Manhattan College Receives Largest NSF Grant in College History for Cyber

Wyatt Madej, system administrator who drafted the main ideas for the grant proposal. MANHATTAN.EDU/COURTESY

By Angelina Persaud, News Editor

The National Science Foundation (NSF) has granted Manhattan College $639,778 to enhance cyber infrastructure and computing resources on campus. This is the largest NSF grant the college has received in its history. 

The grant was created through a collective effort between the IT department and various faculty and staff members and will provide funding for a two year term beginning in August. 

According to, “The new network will be designed to improve the flow of scientific data, which will facilitate research in a variety of disciplines, including engineering, mathematics, chemistry and sociology.”
Namely, the electronic resources on campus will be broadened for both student and faculty use, which includes strengthening the already existing cybersecurity systems utilized by the community on a daily basis. 

Robert Moran, interim chief information officer, was the principal investigator (PI) for the grant and oversaw the team to ensure they had the proper resources to draft the proposal. 

Moran explained some of the reasoning behind applying for the grant, which included the requests of faculty and staff to receive updated equipment and computers in their student labs. 

“We did shift funds around to upgrade computers for electrical and computer engineering and mechanical engineering,” Moran said. “We had some labs with computers that were quite old, and Dr. Ward and Dr. De had come to me with these requests.” 

Wyatt Madej, system administrator in the IT department, drafted and submitted the proposal to the NSF, which also was the first proposal he applied for in his professional career. 

He spoke about the key collaboration between MC and the American Museum of Natural History, a partnership which provided a useful means of coming up with ideas to expand the college’s technology. 

“We started talking about research, computing, and Research Data Services,” Madej said. “And they told me about the National Science Foundation’s Cyber Infrastructure Program. They told me all about the program, and it immediately intrigued me and I said ‘this is something Manhattan College needs’.” 

A key feature of the grant includes funding to build the “Science DMZ” at MC, which will facilitate broader, faster research opportunities for students and faculty. Essentially, this DMZ will be built specifically for easier access to research materials while also providing MC with connections to key research institutions and resources. 

“Science DMZ, which is a special part of our network that will be separated from the rest of our network, is dedicated and built and tuned specifically for science data flows,” Madej said. “At Manhattan College, we have firewalls and other security measures that tend to slow things down…but when we’re working with science, we can trust that. So we can build a special part of our network that unlocks extra speed and extra data capabilities between researchers here at Manhattan College and their collaborators.” 

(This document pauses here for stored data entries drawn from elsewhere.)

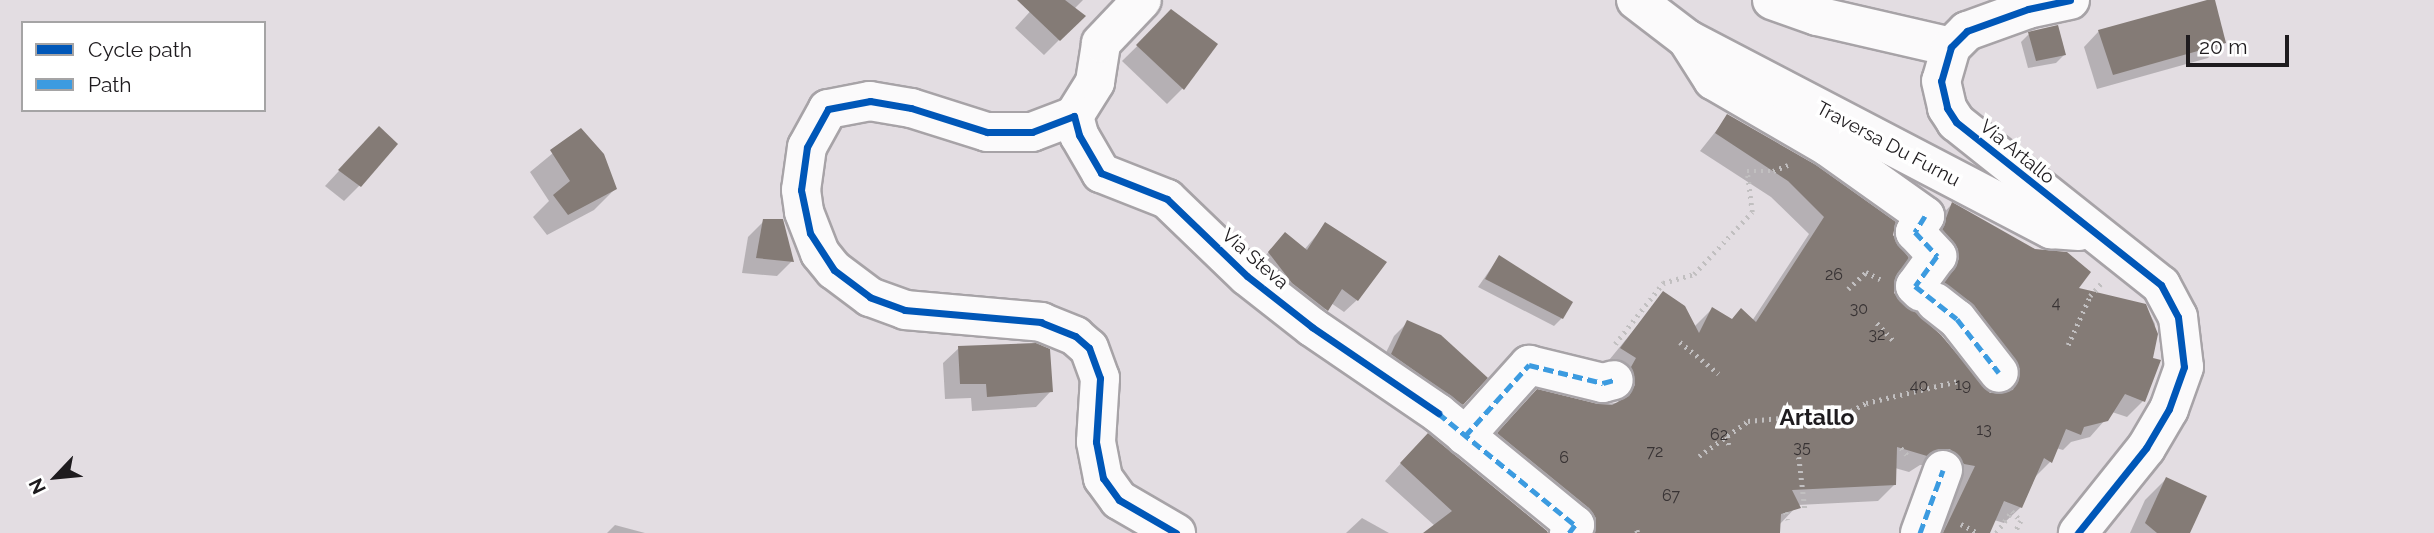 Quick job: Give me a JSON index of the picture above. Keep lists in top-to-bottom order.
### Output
{
  "streets": {
    "street": ["Traversa Du Furnu", "Via Artallo", "Via Steva"]
  },
  "crossings": [
    ["Traversa Du Furnu", "Via Artallo"]
  ],
  "districts": ["Artallo"],
  "house_numbers": [
    "26",
    "4",
    "30",
    "32",
    "19",
    "40",
    "13",
    "62",
    "35",
    "72",
    "6",
    "67"
  ],
  "legend": ["Cycle path", "Path"],
  "scale_bar": "20 m",
  "north": "bottom left"
}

Currently, the new system upgrades will benefit engineering related research opportunities, which includes connections with the University of Illinois Delta supercomputer center. Initiatives such as this are the starting point for allowing the college to have wider access to nationwide resources and further collaborations at the college. 

“This essentially connects and provides Manhattan College researchers and even students who are doing research to some of the largest academic supercomputers in the United States,” Madej said. “We’re building pipelines with this grant, to act on resources like that, to help accelerate, advance and unlock research in science.” 

Madej also noted that a portion of the funding would be allocated to upgrading the servers and data center in the Research and Learning Center (RLC), though it will be distributed campus-wide. 

“The science DMZ that we’re building is campus wide,” Madej said. “So no matter who you are, and where you are on campus, if you’re doing science that requires pipelines to access big supercomputers, or you require to move data really, really fast using our data transfer nodes that we’ll be building…you will have access to that capability.”

Zahra Shahbazi, Ph.D., an associate professor of mechanical engineering, was a board member during the proposal phase of applying for the grant. She was called into the project for her background knowledge of NSF grants and to gain a professor’s perspective on how to improve research technology at the college.

“They [other professors] explained how this infrastructure is going to help them to improve their research and take the research to the next step,” Shahbazi said. “So now, there was more faculty involved in the process…we needed to show cases of how the new equipment and infrastructure is going to help people with their research.” 

She also noted that the added level of security from the technology updates will further expand research and allow students and faculty to dive deeper into the amount of information they can obtain and share. 

“A lot of people are transferring their data from one collaborator to another one,” Shahbazi said. “It’s making sure that we transfer that in a secure manner. It was a challenge here at Manhattan College, and with the new infrastructure, we will be able to do that.”  As the abstract from the original grant proposal succinctly states, “This network will support and grow these activities to advance research and STEM education programs that educate students, contribute to new scientific discoveries, inform public policy, facilitate institutional partnerships, and provide a better STEM education to train the next generation of scientists and engineers.”